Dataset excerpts
● ● ● ●

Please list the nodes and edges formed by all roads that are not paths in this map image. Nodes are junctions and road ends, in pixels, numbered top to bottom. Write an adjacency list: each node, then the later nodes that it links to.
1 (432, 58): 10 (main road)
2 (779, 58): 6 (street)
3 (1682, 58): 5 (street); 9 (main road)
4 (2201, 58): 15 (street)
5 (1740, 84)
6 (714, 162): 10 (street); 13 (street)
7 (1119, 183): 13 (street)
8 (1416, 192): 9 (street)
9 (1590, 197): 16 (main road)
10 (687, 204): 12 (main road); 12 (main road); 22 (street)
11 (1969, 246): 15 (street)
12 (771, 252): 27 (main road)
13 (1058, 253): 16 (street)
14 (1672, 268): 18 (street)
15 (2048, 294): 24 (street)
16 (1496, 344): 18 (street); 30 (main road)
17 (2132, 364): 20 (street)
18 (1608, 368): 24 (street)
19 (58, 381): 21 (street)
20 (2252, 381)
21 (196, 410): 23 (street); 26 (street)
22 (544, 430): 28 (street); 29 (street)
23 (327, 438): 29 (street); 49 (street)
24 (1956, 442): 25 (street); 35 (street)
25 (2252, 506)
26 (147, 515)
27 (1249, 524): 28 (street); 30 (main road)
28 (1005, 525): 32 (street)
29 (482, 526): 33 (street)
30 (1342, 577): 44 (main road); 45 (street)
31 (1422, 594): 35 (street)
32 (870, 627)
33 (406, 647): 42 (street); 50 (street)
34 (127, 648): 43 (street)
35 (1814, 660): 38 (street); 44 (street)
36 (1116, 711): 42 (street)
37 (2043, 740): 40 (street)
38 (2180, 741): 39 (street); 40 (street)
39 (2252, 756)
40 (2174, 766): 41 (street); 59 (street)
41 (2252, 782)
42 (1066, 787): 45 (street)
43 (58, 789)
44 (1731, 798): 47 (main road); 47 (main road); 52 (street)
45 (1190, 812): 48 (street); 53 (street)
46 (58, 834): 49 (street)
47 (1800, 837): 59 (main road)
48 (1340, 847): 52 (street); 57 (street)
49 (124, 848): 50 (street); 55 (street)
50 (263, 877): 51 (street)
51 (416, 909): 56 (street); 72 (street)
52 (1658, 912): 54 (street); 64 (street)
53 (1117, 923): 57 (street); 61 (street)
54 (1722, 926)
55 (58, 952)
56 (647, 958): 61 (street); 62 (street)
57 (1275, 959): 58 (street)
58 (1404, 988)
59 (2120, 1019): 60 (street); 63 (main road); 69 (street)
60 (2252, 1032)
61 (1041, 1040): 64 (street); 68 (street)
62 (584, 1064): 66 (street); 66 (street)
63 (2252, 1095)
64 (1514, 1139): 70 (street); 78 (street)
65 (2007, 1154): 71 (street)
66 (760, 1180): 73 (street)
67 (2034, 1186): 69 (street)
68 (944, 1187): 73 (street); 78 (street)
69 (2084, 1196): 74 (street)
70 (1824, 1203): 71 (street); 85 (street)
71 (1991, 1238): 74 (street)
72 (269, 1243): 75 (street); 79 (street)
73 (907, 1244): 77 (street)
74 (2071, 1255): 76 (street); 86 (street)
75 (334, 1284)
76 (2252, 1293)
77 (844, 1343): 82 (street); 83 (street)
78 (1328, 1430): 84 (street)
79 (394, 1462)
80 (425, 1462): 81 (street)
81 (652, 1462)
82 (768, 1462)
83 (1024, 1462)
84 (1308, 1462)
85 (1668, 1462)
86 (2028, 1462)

● ● ● ●

ABOUT THIS EXERCISE.
What is the number of lines in the entries above that include the word "road"? Answer with that number alone.

OUTPUT OF THE TASK.
12